[Exercise goal]: Which lines of the records contain the word "Haarlem"? Copy each one.

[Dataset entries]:
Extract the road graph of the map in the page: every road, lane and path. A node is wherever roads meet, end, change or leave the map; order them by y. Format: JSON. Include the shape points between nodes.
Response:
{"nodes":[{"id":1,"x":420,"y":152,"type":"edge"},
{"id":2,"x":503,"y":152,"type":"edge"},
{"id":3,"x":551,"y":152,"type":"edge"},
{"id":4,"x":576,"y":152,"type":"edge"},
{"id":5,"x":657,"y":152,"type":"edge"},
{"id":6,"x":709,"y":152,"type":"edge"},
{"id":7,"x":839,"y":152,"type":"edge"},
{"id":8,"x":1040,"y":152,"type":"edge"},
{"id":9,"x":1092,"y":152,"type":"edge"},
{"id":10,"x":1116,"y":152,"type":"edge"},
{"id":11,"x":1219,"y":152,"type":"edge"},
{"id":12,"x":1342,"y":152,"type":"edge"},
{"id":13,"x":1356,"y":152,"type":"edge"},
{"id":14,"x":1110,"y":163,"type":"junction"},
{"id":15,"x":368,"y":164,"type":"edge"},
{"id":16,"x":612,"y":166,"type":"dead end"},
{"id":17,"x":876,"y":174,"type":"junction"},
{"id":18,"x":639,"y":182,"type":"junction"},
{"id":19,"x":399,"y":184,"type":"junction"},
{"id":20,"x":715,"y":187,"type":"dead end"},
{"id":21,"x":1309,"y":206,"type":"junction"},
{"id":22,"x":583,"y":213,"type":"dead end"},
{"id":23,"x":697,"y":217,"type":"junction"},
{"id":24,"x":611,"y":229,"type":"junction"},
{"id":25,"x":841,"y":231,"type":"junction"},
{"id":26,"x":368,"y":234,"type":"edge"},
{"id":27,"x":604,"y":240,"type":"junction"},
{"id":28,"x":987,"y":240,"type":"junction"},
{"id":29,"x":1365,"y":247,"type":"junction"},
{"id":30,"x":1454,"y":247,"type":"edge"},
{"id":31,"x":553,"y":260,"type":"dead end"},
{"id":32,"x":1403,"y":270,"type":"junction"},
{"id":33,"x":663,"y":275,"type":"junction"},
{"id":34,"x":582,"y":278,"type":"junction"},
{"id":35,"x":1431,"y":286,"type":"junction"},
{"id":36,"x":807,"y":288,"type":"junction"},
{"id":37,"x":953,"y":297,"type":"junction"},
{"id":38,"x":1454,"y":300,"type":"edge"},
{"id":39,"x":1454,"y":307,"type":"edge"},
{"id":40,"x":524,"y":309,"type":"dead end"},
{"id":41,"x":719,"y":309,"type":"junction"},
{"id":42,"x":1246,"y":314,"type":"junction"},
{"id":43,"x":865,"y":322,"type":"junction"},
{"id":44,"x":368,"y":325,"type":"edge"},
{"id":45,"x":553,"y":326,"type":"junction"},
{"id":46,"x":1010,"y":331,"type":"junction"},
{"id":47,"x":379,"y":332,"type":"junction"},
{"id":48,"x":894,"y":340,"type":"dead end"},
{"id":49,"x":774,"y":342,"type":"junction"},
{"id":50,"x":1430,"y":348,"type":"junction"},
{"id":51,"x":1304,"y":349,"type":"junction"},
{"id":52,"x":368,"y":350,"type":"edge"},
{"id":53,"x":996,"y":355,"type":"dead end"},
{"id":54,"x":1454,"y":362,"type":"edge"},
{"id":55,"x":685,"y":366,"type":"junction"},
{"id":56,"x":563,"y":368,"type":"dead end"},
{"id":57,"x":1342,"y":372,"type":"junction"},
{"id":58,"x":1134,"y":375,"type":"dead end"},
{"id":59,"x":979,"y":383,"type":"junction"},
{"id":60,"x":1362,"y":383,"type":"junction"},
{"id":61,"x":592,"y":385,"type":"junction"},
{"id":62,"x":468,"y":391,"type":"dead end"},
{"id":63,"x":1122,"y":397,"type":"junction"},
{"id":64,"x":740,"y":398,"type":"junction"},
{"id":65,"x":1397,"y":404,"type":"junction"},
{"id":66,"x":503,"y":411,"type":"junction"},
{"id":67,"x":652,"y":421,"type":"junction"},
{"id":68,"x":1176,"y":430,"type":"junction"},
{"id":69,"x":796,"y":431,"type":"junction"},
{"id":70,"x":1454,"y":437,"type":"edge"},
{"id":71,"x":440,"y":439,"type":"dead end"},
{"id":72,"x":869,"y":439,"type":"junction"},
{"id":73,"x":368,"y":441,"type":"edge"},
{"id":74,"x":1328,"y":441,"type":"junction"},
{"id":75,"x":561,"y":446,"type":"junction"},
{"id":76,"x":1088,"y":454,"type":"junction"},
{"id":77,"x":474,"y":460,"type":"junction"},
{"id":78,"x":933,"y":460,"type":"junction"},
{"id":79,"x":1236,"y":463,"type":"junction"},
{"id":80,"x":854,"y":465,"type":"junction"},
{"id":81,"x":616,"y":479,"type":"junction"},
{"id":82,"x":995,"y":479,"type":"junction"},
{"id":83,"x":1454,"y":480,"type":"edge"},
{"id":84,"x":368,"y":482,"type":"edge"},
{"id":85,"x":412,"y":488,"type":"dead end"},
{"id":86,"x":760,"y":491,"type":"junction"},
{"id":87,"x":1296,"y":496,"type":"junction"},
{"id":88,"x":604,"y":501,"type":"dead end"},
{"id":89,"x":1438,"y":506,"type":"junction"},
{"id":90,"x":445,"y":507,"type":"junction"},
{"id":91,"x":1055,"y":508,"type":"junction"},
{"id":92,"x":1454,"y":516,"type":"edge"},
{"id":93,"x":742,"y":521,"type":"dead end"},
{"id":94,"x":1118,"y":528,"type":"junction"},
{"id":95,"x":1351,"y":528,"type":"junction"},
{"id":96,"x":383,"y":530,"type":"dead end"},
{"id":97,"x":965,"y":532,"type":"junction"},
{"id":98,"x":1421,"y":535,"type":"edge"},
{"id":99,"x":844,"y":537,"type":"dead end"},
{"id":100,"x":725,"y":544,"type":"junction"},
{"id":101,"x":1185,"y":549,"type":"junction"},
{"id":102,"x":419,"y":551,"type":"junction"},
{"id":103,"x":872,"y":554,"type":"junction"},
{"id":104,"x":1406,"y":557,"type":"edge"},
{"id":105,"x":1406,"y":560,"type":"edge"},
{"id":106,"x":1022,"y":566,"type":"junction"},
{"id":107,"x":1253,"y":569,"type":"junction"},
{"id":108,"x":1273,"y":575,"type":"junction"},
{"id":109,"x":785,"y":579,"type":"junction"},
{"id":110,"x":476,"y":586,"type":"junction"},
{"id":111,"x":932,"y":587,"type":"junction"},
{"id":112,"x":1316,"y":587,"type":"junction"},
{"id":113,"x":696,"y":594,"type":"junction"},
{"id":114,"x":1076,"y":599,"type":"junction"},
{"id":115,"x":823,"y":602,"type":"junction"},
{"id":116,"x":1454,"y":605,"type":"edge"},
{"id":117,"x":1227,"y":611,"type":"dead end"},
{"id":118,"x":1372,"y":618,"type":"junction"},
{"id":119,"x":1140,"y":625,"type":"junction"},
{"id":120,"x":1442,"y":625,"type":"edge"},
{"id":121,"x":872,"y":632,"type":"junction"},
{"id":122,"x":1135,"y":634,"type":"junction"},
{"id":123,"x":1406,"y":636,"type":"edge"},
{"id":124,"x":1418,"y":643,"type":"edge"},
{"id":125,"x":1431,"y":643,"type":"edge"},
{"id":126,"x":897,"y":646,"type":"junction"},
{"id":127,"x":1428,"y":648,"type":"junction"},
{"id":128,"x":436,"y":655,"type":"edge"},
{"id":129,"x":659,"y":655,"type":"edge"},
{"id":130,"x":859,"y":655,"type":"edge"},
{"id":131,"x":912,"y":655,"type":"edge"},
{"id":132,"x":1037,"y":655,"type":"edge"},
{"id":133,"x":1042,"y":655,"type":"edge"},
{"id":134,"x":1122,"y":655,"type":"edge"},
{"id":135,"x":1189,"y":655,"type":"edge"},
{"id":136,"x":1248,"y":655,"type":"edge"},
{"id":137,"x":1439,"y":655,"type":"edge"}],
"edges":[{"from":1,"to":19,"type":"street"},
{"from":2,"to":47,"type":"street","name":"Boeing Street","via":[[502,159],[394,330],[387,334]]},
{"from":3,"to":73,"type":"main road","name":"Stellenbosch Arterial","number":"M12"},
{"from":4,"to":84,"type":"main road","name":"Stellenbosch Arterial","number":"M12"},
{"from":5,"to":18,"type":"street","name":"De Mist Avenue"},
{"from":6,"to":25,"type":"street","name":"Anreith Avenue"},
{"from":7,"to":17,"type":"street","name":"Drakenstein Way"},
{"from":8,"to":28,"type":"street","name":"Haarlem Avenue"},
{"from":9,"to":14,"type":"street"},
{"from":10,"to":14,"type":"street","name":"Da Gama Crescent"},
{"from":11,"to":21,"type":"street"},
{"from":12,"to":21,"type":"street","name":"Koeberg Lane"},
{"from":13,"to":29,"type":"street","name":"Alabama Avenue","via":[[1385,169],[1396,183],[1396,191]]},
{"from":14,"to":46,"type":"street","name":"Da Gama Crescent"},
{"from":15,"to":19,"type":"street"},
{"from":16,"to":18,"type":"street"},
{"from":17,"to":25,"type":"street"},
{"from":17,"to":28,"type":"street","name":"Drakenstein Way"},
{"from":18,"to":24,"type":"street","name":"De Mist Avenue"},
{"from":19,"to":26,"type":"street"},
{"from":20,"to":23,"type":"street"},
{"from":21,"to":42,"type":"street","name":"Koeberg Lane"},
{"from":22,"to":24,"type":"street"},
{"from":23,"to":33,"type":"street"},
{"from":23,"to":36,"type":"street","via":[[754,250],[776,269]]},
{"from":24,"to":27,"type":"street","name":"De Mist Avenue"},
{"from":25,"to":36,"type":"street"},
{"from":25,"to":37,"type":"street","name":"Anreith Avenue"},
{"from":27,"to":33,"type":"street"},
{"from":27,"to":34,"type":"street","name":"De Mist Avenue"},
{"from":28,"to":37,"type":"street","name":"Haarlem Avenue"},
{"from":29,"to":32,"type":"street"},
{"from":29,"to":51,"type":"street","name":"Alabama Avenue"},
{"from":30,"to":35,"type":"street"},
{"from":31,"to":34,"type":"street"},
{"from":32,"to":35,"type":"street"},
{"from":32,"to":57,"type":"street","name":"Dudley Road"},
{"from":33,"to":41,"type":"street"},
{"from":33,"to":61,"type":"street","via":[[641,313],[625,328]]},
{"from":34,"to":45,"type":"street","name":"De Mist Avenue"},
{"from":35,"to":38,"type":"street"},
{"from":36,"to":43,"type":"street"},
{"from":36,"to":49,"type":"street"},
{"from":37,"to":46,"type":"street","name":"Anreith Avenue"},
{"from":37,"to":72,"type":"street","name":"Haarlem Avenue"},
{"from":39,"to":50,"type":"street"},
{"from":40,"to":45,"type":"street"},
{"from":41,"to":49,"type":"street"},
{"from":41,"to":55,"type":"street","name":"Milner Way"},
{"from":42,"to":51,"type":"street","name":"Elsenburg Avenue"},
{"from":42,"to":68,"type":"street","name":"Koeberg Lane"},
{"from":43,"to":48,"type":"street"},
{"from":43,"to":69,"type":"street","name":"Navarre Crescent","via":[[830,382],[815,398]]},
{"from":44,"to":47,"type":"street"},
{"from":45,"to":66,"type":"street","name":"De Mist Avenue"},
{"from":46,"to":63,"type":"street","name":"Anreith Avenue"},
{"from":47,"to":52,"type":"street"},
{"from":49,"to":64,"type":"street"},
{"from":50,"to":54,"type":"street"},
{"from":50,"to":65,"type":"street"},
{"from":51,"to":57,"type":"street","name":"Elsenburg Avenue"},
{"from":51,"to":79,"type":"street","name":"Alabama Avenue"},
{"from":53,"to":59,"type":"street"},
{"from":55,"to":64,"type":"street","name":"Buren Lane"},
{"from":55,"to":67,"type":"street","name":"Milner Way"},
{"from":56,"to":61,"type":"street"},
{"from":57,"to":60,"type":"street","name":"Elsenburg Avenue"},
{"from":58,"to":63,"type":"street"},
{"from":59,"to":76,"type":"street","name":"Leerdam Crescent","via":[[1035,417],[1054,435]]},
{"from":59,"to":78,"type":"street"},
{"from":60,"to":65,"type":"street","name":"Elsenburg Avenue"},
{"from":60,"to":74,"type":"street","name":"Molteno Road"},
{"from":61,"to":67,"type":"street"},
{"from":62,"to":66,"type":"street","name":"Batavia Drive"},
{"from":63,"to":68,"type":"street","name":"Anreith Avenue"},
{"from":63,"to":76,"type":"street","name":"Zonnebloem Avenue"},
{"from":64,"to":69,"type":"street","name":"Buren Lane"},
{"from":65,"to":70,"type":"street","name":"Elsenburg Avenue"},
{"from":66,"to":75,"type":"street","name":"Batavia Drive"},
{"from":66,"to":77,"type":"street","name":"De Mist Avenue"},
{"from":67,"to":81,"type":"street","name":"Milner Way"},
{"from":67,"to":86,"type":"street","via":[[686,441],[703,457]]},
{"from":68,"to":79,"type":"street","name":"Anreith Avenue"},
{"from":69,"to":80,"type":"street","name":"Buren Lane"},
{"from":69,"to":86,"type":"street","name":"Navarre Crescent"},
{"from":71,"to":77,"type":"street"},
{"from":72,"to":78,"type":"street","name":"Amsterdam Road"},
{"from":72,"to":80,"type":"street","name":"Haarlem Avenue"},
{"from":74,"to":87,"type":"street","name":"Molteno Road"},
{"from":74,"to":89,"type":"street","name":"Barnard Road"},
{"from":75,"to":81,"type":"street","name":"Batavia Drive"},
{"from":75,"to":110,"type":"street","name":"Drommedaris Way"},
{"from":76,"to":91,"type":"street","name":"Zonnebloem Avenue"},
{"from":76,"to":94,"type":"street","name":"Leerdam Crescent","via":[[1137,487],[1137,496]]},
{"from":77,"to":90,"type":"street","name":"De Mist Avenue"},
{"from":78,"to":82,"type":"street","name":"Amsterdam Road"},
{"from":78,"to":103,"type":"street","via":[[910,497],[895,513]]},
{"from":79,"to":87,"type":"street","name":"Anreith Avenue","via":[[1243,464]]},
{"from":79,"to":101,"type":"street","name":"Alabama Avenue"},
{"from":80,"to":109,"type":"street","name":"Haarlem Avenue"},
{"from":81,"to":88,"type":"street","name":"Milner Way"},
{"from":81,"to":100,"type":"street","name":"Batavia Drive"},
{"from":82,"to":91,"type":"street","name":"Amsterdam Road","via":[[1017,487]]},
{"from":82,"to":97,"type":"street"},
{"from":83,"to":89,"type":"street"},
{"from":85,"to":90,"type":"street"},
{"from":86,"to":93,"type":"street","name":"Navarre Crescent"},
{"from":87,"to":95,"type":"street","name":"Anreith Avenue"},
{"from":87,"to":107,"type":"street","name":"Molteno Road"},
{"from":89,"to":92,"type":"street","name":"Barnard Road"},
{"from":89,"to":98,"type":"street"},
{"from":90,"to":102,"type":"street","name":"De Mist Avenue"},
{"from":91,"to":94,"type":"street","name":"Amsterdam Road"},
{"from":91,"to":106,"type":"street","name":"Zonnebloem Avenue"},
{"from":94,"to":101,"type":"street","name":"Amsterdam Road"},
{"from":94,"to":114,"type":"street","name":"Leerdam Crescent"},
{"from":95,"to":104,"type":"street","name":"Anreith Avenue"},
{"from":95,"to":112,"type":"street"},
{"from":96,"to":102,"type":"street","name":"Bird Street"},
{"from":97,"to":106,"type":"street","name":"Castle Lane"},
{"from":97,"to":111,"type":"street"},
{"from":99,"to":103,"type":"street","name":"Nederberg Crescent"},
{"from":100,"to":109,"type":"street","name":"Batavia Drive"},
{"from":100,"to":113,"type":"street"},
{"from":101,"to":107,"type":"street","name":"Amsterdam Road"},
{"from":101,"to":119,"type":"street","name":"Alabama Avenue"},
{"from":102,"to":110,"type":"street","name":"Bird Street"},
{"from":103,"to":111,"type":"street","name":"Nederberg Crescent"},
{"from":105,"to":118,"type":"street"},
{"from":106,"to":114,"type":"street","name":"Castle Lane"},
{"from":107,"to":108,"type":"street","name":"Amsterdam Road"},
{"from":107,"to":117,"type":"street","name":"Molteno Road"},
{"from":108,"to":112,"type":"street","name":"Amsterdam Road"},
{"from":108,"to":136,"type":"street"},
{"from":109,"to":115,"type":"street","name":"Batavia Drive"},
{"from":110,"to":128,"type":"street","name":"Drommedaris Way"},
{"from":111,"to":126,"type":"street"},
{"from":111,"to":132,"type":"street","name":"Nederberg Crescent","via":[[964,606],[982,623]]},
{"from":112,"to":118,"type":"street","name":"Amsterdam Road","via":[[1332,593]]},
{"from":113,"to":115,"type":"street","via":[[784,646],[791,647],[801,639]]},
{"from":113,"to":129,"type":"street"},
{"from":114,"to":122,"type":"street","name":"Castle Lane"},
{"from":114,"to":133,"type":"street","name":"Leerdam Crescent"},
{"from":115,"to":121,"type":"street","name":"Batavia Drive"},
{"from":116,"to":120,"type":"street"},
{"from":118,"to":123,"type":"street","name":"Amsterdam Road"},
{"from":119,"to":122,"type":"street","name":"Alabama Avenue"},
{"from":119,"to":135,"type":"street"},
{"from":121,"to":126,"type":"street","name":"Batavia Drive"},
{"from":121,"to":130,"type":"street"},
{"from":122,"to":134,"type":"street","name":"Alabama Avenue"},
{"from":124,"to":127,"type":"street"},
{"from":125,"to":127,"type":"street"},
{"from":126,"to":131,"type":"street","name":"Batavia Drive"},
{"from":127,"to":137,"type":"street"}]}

[Output for this exercise]:
{"from":8,"to":28,"type":"street","name":"Haarlem Avenue"},
{"from":28,"to":37,"type":"street","name":"Haarlem Avenue"},
{"from":37,"to":72,"type":"street","name":"Haarlem Avenue"},
{"from":72,"to":80,"type":"street","name":"Haarlem Avenue"},
{"from":80,"to":109,"type":"street","name":"Haarlem Avenue"},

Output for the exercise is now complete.